Instructions to follow:
Each line that has the string "Vernor" must be copied from the records below.

Information provided:
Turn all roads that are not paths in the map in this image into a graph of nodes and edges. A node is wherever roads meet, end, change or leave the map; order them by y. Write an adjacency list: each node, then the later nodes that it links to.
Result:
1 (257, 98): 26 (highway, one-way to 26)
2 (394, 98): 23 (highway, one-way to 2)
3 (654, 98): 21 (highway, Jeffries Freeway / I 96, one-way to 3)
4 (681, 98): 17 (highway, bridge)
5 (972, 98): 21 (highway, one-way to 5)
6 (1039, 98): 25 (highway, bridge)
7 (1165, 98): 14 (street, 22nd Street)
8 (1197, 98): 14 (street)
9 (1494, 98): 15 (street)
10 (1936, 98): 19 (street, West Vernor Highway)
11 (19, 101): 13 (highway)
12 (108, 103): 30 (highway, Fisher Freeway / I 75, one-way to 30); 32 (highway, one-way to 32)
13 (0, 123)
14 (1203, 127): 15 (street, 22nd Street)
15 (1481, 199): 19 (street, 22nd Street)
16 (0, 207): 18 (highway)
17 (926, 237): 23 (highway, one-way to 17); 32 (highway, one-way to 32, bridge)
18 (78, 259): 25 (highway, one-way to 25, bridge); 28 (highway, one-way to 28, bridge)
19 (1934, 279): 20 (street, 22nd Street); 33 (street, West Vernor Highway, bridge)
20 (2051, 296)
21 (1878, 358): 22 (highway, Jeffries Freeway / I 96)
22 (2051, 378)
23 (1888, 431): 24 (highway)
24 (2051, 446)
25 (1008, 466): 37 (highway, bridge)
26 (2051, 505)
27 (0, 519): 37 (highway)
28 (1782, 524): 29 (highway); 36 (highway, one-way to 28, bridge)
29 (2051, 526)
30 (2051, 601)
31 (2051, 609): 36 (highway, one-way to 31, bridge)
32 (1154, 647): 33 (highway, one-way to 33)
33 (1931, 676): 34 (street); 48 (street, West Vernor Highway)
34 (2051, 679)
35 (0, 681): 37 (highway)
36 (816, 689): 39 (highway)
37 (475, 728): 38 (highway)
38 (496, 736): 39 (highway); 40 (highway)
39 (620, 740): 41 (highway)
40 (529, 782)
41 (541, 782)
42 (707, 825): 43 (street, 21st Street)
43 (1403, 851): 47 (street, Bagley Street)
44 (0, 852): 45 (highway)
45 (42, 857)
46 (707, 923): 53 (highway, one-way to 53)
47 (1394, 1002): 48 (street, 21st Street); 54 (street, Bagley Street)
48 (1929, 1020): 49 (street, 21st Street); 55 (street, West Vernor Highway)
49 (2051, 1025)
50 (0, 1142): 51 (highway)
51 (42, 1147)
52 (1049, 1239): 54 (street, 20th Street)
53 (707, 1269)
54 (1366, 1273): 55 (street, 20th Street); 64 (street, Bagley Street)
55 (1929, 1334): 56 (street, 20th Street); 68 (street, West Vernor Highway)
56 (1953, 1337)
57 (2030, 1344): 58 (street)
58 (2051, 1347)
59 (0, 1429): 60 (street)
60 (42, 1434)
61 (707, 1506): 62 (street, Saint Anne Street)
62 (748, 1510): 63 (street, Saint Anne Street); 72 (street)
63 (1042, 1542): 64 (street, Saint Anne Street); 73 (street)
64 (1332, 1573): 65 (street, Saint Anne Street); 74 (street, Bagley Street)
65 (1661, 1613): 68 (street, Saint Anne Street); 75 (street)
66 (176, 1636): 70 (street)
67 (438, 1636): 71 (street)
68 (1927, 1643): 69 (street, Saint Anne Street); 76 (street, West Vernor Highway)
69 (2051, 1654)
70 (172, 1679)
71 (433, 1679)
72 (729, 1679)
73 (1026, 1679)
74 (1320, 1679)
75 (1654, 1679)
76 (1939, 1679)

Output below:
10 (1936, 98): 19 (street, West Vernor Highway)
19 (1934, 279): 20 (street, 22nd Street); 33 (street, West Vernor Highway, bridge)
33 (1931, 676): 34 (street); 48 (street, West Vernor Highway)
48 (1929, 1020): 49 (street, 21st Street); 55 (street, West Vernor Highway)
55 (1929, 1334): 56 (street, 20th Street); 68 (street, West Vernor Highway)
68 (1927, 1643): 69 (street, Saint Anne Street); 76 (street, West Vernor Highway)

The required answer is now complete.